The son of a Baptist preacher is forced to participate in a church-supported gay conversion program after being forcibly outed to his parents.


Joel Edgerton


Garrard Conley (based on the memoir Boy Erased by), Joel Edgerton (written for the screen by)

This year sees two films based on Christian gay conversion therapy camps.  The recent Desiree Akhavan’s THE MISEDUCATION OF CAMERON POST follows a female survivor while BOY ERASED written and directed by Joel  Edgerton sees a male counterpart.  Both are excellent films.  It is worthwhile to watch both films as the two films treat the material quite differently.  But the aim of discrediting these camps is identical.  And both films are based on true stories written into acclaimed novels.  BOY ERASED is based on Garrard Conley’s memoir.  Conley, who was present during the promo screening I attended mentioned the one incident that was changed in the film that Edgerton inserted for artistic purpose.  Which I agree works.

BOY ERASED has as its subject the teenaged son of a Baptist pastor.  Jared gets good grades, plays basketball, and is in a steady — but chaste — relationship with a girl from school. Everything in his life is going according to plan, until a college friend outs Jared as gay.

Jared (Lucas Hedges) is forced into a gay-conversion program by his parents (Nicole Kidman and Russell Crowe) – shown in the film as a very scary cloistered world of brainwashing.

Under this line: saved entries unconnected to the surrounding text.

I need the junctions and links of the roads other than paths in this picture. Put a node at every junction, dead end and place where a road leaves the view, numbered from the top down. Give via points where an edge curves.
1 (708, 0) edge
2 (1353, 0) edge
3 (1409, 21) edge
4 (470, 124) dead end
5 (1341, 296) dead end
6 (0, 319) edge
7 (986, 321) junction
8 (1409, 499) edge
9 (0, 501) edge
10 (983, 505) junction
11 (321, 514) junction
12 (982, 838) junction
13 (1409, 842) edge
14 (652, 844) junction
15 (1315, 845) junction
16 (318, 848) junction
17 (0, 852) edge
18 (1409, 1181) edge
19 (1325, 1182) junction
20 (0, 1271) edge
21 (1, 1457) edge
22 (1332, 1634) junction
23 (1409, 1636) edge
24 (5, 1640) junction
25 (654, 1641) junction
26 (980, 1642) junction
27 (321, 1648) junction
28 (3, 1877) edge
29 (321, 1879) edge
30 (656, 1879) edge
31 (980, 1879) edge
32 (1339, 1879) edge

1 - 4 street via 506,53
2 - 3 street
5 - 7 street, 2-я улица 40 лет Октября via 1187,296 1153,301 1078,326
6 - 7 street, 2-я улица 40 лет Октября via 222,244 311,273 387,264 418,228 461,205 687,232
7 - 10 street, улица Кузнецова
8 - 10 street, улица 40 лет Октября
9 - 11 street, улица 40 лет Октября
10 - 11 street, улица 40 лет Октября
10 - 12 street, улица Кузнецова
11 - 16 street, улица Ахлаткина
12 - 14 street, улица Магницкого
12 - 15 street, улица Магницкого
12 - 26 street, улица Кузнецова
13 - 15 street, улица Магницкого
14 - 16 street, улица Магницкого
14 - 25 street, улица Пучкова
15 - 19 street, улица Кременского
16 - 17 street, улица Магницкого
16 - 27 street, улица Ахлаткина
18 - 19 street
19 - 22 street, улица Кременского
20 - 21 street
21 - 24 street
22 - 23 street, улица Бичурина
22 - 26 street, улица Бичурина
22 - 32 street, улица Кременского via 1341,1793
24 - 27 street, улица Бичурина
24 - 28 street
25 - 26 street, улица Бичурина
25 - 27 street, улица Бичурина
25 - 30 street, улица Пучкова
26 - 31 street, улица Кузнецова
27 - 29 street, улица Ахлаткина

Overseen by Victor Sykes (Edgerton, in a superbly cagey performance), the program’s bullying and bigotry fosters an environment that is anything but a refuge. Though Jared begins the program desperate to be healed, he begins to wonder about the validity of the program after witnessing a few terrible incidents.

Being based on real live events, what transpires on screen is realistically scary.  One incident includes a suicide that occurs as a result of extreme psychological distress of the patients. What is moving about the story is the sincere love of Jared’s parents.  Pastor Marshall loves his son but cannot accept that his son his gay.  In the film’s most dramatic confrontational scene between father and son, Jared tells his father:”I am gay, deal with it!”   Mother Nancy does what a wife should do but not what a mother should.  She sides with her husband till she finally sees the light and switches to her son’s side.  Kidman delivers an extraordinary performance as the mother.  The parents are not the villains in this piece.  (This issue is sidestepped in THE MISEDUCATION OF CAMERON POST as Cameron is an orphan.)  Sykes is the villain, brainwashing the patients while preventing them from letting outsiders know what really goes on in the place.  Sykes has no real qualifications either.  The irony of all this is at present (according to the closing credits), Sykes is living with his new husband somewhere else in the U.S.

It is not doubt that BOY ERAESD is a dramatic film with a clear message about the survivors of these Christian therapy schools.  In the words of the author Conley present at the promo screening, it is extremely disturbing to learn that many of these centres are still existing, even in New York City.  Many states have already banned these centres.

BOY ERASED is a courageous film that demands to be seen.  Writer/director Edgerton is straight but knows the urgency of the film’s message.